Implement AWS Identity and Access Management (IAM) to control access to EC2 instances, ensuring only authorized users and services have access. Utilize security groups to restrict network traffic.
AWS Login Passwords
Always change default passwords using your own strong passwords.
Networking
Not applicable to this BoosterPack.
Scaling
Scaling in Anomaly Detection refers to the ability of the technology to handle increasing volumes of data and maintain its performance as the size of the dataset grows. Utilizing parallel processing techniques, such as multi-threading or multi-processing, can help improve the scalability of anomaly detection systems by leveraging multiple computing resources simultaneously. We utilize Tensorflow and CUDA cores for multiprocessing when performing operations for model training. CUDA is a parallel computing platform and application programming interface (API) model, which allows TensorFlow to efficiently utilize GPU resources for parallel computation. If multi-threading or multi-processing are needed for data pre-processing, please refer to Thread-based parallelism and Process-based parallelism for more details.
Availability
Our project deploys in the DAIR AWS EC2 instance, and EC2 instances are deployed across multiple physical servers within an Availability Zone (AZ), so if one server fails, the instance can be quickly migrated to another healthy server. Regularly backup data to mitigate potential data loss.
User Interface (UI)
Not applicable to this BoosterPack.
API
Not applicable to this BoosterPack.
Cost
This BoosterPack is a low-cost solution within your DAIR account. This BoosterPack is designed to be run many times per month within your DAIR account budget. This application deploys on On-Demand Linux g4dn.2xlarge Instance, the price is USD 0.835/hour.
License
All code written by Chillwall AI are licensed under the MIT license.
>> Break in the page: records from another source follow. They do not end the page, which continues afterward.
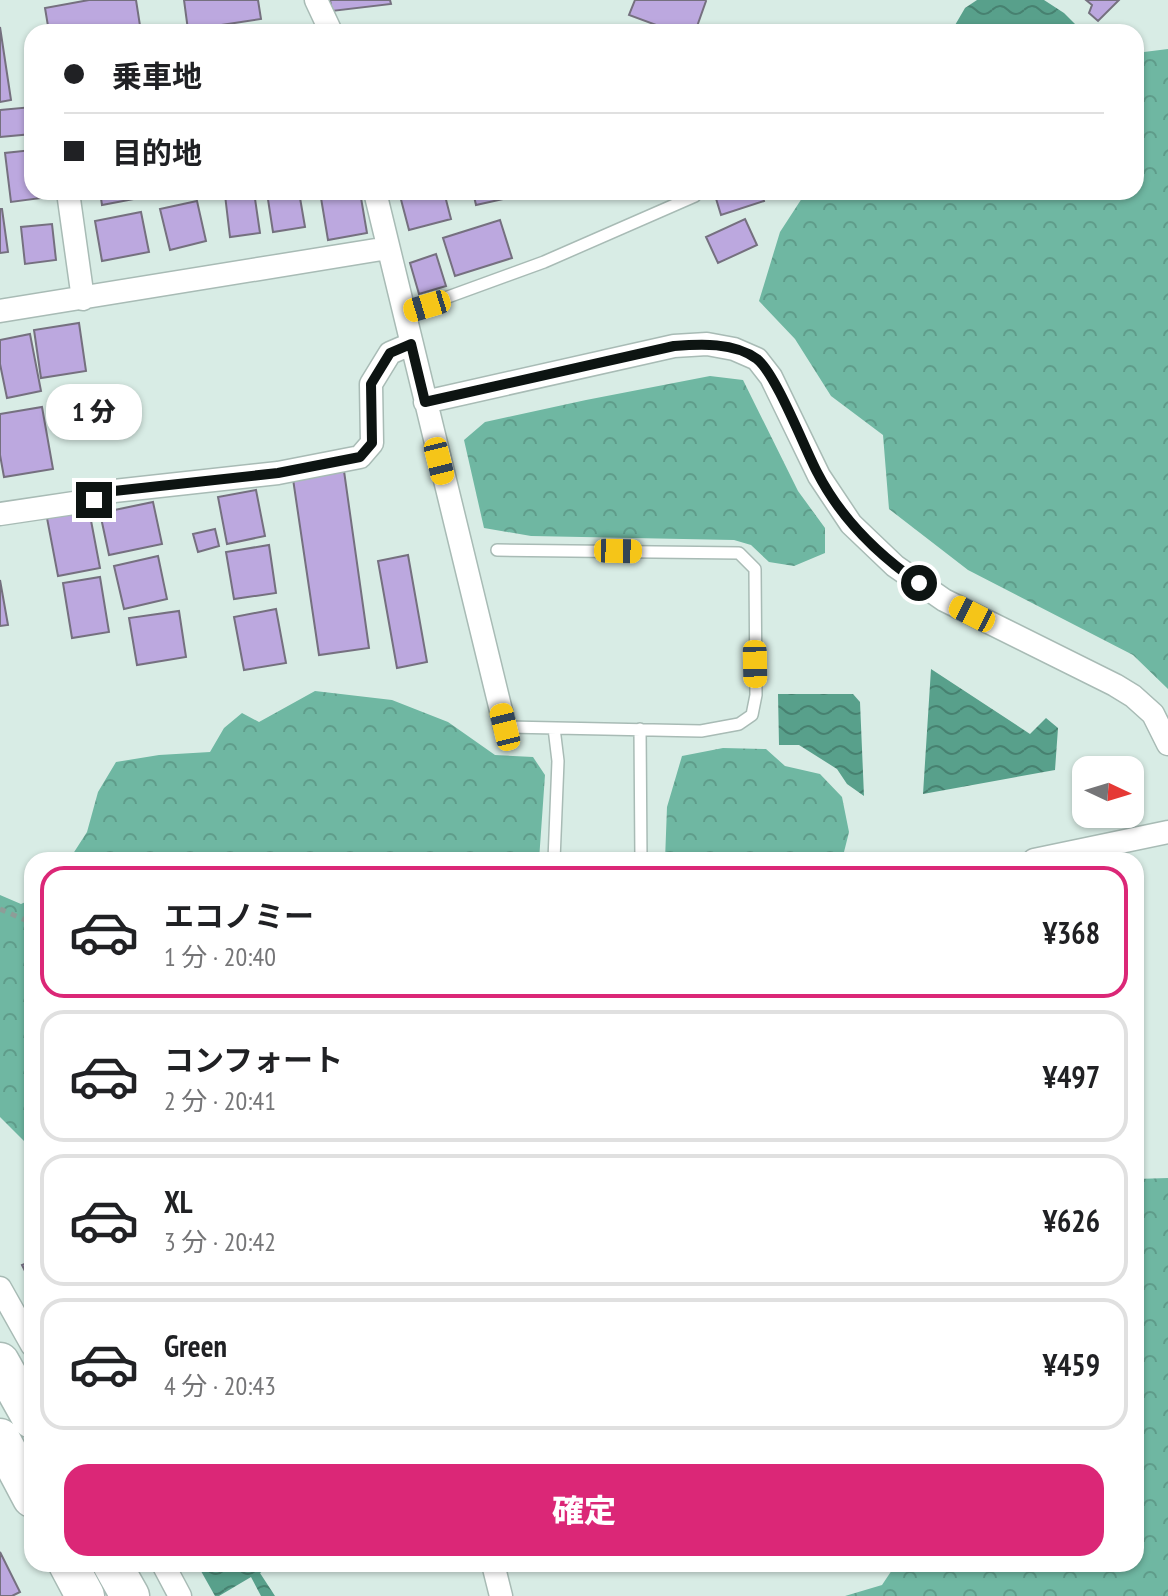 <!DOCTYPE html>
<html lang="ja">
<meta charset="utf-8">
<style>
:root{--surface:#fff;--page:#f2f2f2;--text:#202124;--muted:#757577;--line:#e0e0e0;--accent:#db2777}
body{margin:0;font-family:"PT Sans Narrow","Noto Sans JP",sans-serif;background:var(--page);color:var(--text);height:100vh;display:flex;flex-direction:column;font-size:30px;white-space:nowrap}
*{box-sizing:border-box;margin:0}
p{font-size:26px;color:var(--muted)}
.icon{flex:none;width:44px;height:44px;fill:none;stroke:currentColor;stroke-width:2;stroke-linecap:round;stroke-linejoin:round}
.map{position:relative;flex:1;overflow:hidden}
.details{position:absolute;left:24px;top:852px;width:1120px;height:720px;display:flex;flex-direction:column;background:var(--surface);border-radius:24px;box-shadow:0 2px 6px #0004}
.details>*{flex:none}
.guide{position:absolute;left:24px;top:24px;width:1120px;height:176px;border-radius:24px;box-shadow:0 2px 6px #0004;display:grid;align-content:center;height:176px;padding:0 40px;background:var(--surface)}
.needle{width:52px;rotate:94deg}
.fabs{position:absolute;left:1072px;top:756px;display:grid;gap:16px}
.fabs a{display:grid;place-items:center;width:72px;height:72px;border-radius:16px;background:var(--surface);box-shadow:0 2px 6px #0004;font-size:40px}
.end{position:absolute;width:36px;height:36px;margin:-18px;border:10px solid #0d1412;background:#fff;box-shadow:0 0 0 4px #fff}
.from{border-radius:50%}
.bubble{position:absolute;height:56px;border-radius:24px;background:var(--surface);box-shadow:0 2px 6px #0004;font-size:26px;font-weight:800;line-height:56px;text-align:center}
.car{position:absolute;width:24px;height:48px;margin:-24px -12px;border-radius:10px;box-shadow:0 0 6px 2px #0007;background:linear-gradient(#f5c518 24%,#345 0 40%,#f5c518 0 76%,#345 0 86%,#f5c518 0)}
.guide b{display:flex;align-items:center;gap:28px;height:76px;font-size:30px}
.guide b+b{border-top:2px solid var(--line)}
.guide i{width:20px;height:20px;background:var(--text)}
ul{padding:14px 0 0;list-style:none}
li{display:flex;align-items:center;gap:24px;height:132px;margin:0 16px 12px;padding:0 24px;border:4px solid var(--line);border-radius:24px}
li div{flex:1}
li b{display:block;font-size:30px}
li em{font-style:normal;font-weight:800}
li.on{border-color:var(--accent)}
li>.icon{width:72px;height:72px;stroke-width:1.5}
.action{display:flex;gap:16px;margin-top:auto;padding:16px 40px}
.action a{flex:1;height:92px;border-radius:24px;background:var(--accent);color:#fff;font-size:32px;font-weight:800;line-height:92px;text-align:center}
.map>svg:first-child{display:block}
</style>
<div class="map">
<svg width="1168" height="1596" viewBox="0 0 1168 1596">
<defs>
<pattern id="forest-crowns" width="20" height="18" patternUnits="userSpaceOnUse" patternTransform="scale(2)"><rect width="20" height="18" fill="#6fb7a2"/><path d="M2 6a3 3 0 1 1 6 0M12 15a3 3 0 1 1 6 0" fill="none" stroke="#5f9c8a"/></pattern>
<pattern id="water-waves" width="16" height="10" patternUnits="userSpaceOnUse" patternTransform="scale(2)"><rect width="16" height="10" fill="#58a08b"/><path d="M0 5q4-4 8 0t8 0" fill="none" stroke="#478170"/></pattern>
</defs>
<rect width="100%" height="100%" fill="#d8ece5"/>
<!-- forest -->
<path fill="url(#forest-crowns)" d="M 1168,49 L 1168,689 L 1133,655 L 968,570 L 889,509 L 883,435 L 831,396 L 795,339 L 759,301 L 780,232 L 806,192 L 1136,192 L 1136,53 Z
M 710,376 L 743,380 L 798,491 L 825,528 L 825,553 L 794,566 L 769,562 L 751,545 L 734,540 L 531,536 L 484,528 L 464,440 L 485,422 L 586,400 Z
M 315,691 L 392,700 L 448,722 L 495,755 L 533,757 L 545,775 L 539,860 L 69,860 L 87,832 L 98,792 L 116,762 L 159,755 L 210,752 L 224,728 L 242,713 L 259,722 Z
M 723,748 L 766,749 L 785,766 L 820,774 L 842,797 L 849,832 L 842,860 L 665,860 L 667,807 L 682,756 Z
M 0,895 L 21,904 L 32,899 L 32,1149 L 0,1117 Z
M 1168,1178 L 1168,1596 L 845,1596 L 882,1585 L 896,1564 L 1136,1564 L 1136,1179 Z"/>
<!-- water -->
<path fill="url(#water-waves)" d="M 977,0 L 1044,0 L 1064,13 L 1083,32 L 951,32 L 965,8 Z
M 931,669 L 1030,734 L 1046,718 L 1058,728 L 1055,770 L 923,794 Z
M 778,694 L 853,694 L 860,702 L 864,796 L 847,784 L 837,769 L 799,745 L 779,745 Z
M 197,1564 L 273,1564 L 260,1573 L 275,1596 L 261,1596 L 251,1577 L 219,1596 L 215,1596 Z"/>
<!-- building -->
<path fill="#bca8df" stroke="#75707f" stroke-width="2" d="M 89,0 L 136,0 L 141,32 L 49,32 L 45,8 Z
M 184,0 L 258,0 L 261,19 L 188,30 Z
M 330,0 L 390,0 L 391,4 L 332,11 Z
M 635,0 L 705,0 L 706,1 L 695,32 L 675,32 L 629,15 Z
M 1086,0 L 1119,0 L 1098,21 L 1089,13 L 1092,5 Z
M 0,27 L 11,100 L 0,102 Z
M 32,107 L 32,134 L 0,137 L 0,110 Z
M 32,150 L 32,192 L 48,192 L 49,197 L 11,202 L 5,153 Z
M 100,192 L 133,192 L 134,199 L 102,205 Z
M 254,192 L 260,233 L 230,237 L 225,195 Z
M 299,192 L 305,227 L 273,232 L 267,193 Z
M 320,192 L 360,192 L 367,233 L 328,240 Z
M 399,192 L 444,192 L 451,219 L 409,230 Z
M 473,192 L 511,192 L 512,197 L 476,205 Z
M 714,192 L 761,192 L 764,201 L 721,215 Z
M 197,201 L 206,241 L 170,250 L 160,209 Z
M 0,209 L 2,209 L 8,252 L 0,253 Z
M 141,212 L 149,252 L 102,261 L 95,221 Z
M 745,219 L 757,245 L 718,263 L 706,237 Z
M 500,220 L 512,258 L 455,276 L 443,238 Z
M 52,224 L 56,260 L 25,264 L 21,227 Z
M 436,254 L 446,286 L 419,294 L 410,263 Z
M 79,323 L 86,371 L 41,378 L 34,330 Z
M 30,334 L 41,391 L 7,398 L 0,364 L 0,340 Z
M 42,407 L 53,469 L 4,477 L 0,455 L 0,414 Z
M 344,471 L 369,648 L 319,655 L 293,479 Z
M 256,490 L 265,536 L 227,544 L 218,497 Z
M 153,502 L 162,544 L 109,555 L 100,513 Z
M 89,510 L 100,568 L 58,576 L 47,518 Z
M 215,529 L 219,546 L 198,552 L 193,534 Z
M 269,545 L 276,593 L 234,599 L 226,552 Z
M 408,555 L 427,662 L 397,668 L 378,561 Z
M 158,556 L 167,599 L 124,609 L 114,566 Z
M 100,577 L 109,632 L 72,638 L 63,583 Z
M 0,580 L 8,625 L 0,626 Z
M 276,609 L 286,663 L 244,670 L 234,617 Z
M 179,611 L 186,657 L 137,665 L 129,618 Z
M 32,1261 L 32,1285 L 22,1265 Z
M 0,1552 L 20,1592 L 12,1596 L 0,1596 Z"/>
<g fill="none" stroke-linecap="round" stroke-linejoin="round">
<!-- lane casing -->
<g stroke="#a8bbb5" stroke-width="14">
<path id="lane" d="M 404,313 L 544,262 L 695,196 L 693,192
M 497,550 L 739,553 L 755,569 L 756,695 L 752,715 L 739,724 L 701,731 L 505,727
M 554,728 L 558,761 L 554,860
M 640,729 L 641,860"/>
</g>
<!-- street casing -->
<g stroke="#a8bbb5" stroke-width="25">
<path id="street" d="M 316,0 L 331,32
M 68,192 L 83,299
M 375,192 L 505,727
M 0,311 L 388,248
M 425,402 L 674,346 L 707,344 L 734,349 L 757,359 L 771,377 L 819,476 L 851,524 L 895,566 L 944,600 L 1115,685 L 1133,696 L 1153,714 L 1168,744
M 0,514 L 94,500 L 114,491 L 278,473 L 360,457 L 372,443 L 371,384 L 390,353 L 411,344
M 1034,860 L 1168,832
M 0,1288 L 32,1345
M 163,1564 L 180,1596
M 493,1564 L 501,1596"/>
</g>
<!-- highway casing -->
<g stroke="#a8bbb5" stroke-width="41">
<path id="highway" d="M 0,1362 L 32,1419
M 0,1438 L 32,1498
M 68,1564 L 85,1596
M 112,1564 L 130,1596"/>
</g>
<!-- path -->
<path stroke="#8e9d98" stroke-width="5" stroke-dasharray="6 6" stroke-linecap="butt" d="M 0,909 L 32,923"/>
<!-- lane -->
<use href="#lane" stroke="#fff" stroke-width="11"/>
<!-- street -->
<use href="#street" stroke="#fff" stroke-width="22"/>
<!-- highway -->
<use href="#highway" stroke="#fff" stroke-width="38"/>
</g>
<g fill="none" stroke-linecap="round" stroke-linejoin="round">
<!-- route -->
<path stroke="#0d1412" stroke-width="10" d="M 94,500 L 114,491 L 278,473 L 360,457 L 372,443 L 371,384 L 390,353 L 411,344 L 425,402 L 674,346 C 700,344 734,342 757,359 C 776,374 804,447 817,472 C 840,517 877,554 919,583"/>
</g>
</svg>
<div class="fabs">
<a><svg class="needle" viewBox="-14 -14 28 28"><path d="M0-13l5 13h-10z" fill="#e53935"/><path d="M0 13l5-13h-10z" fill="#757577"/></svg></a>
</div>
<i class="end from" style="left:919px;top:583px"></i>
<i class="end" style="left:94px;top:500px"></i>
<div class="bubble" style="left:46px;top:384px;width:96px">1 分</div>
<i class="car" style="left:427px;top:306px;rotate:253deg"></i>
<i class="car" style="left:439px;top:461px;rotate:166deg"></i>
<i class="car" style="left:618px;top:551px;rotate:91deg"></i>
<i class="car" style="left:972px;top:614px;rotate:297deg"></i>
<i class="car" style="left:755px;top:664px;rotate:179deg"></i>
<i class="car" style="left:505px;top:727px;rotate:346deg"></i>
<div class="guide">
<b><i class="from"></i>乗車地</b>
<b><i></i>目的地</b>
</div>
<section class="details">
<ul>
<li class="on"><svg class="icon" aria-label="car" viewBox="0 0 24 24"><path d="M5 17H2v-5l4-1 3-4h7l3 4 3 1v5h-3M9 17h6M6 11h13"/><circle cx="7" cy="17" r="2"/><circle cx="17" cy="17" r="2"/></svg><div><b>エコノミー</b><p>1 分 · 20:40</p></div><em>¥368</em></li>
<li><svg class="icon" aria-label="car" viewBox="0 0 24 24"><path d="M5 17H2v-5l4-1 3-4h7l3 4 3 1v5h-3M9 17h6M6 11h13"/><circle cx="7" cy="17" r="2"/><circle cx="17" cy="17" r="2"/></svg><div><b>コンフォート</b><p>2 分 · 20:41</p></div><em>¥497</em></li>
<li><svg class="icon" aria-label="car" viewBox="0 0 24 24"><path d="M5 17H2v-5l4-1 3-4h7l3 4 3 1v5h-3M9 17h6M6 11h13"/><circle cx="7" cy="17" r="2"/><circle cx="17" cy="17" r="2"/></svg><div><b>XL</b><p>3 分 · 20:42</p></div><em>¥626</em></li>
<li><svg class="icon" aria-label="car" viewBox="0 0 24 24"><path d="M5 17H2v-5l4-1 3-4h7l3 4 3 1v5h-3M9 17h6M6 11h13"/><circle cx="7" cy="17" r="2"/><circle cx="17" cy="17" r="2"/></svg><div><b>Green</b><p>4 分 · 20:43</p></div><em>¥459</em></li>
</ul>
<div class="action"><a>確定</a></div>
</section>
</div>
The following terminology, as defined below, is used throughout this document.
Term
Description
API
Application Programming Interface
DAIR
Digital Accelerator for Innovation and Research. Where used in this document without a version qualifier DAIR should be understood to mean DAIR BoosterPack Pilot environment (a hybrid cloud comprised of public and private cloud vs. the legacy DAIR private cloud service). A hybrid cloud environment
Deep Learning
Machine learning with artificial neural networks
ECG
Electrocardiogram
GPU
Graphics Processing Unit
Hyper-parameter
A parameter set prior to model training, as opposed to those derived during training
Instance
When you run virtual machines in the cloud environment, they are known as instances.
LSTM
Long Short-Term Memory (Network)
Machine Learning
Framework of building models without explicit programming.
Overfitting
The production of an analysis that corresponds too closely or exactly to a particular set of data and may therefore fail to fit to additional data or predict future observation’s reliability.
Time-Series
A sequence of data taken at successive equal time-intervals.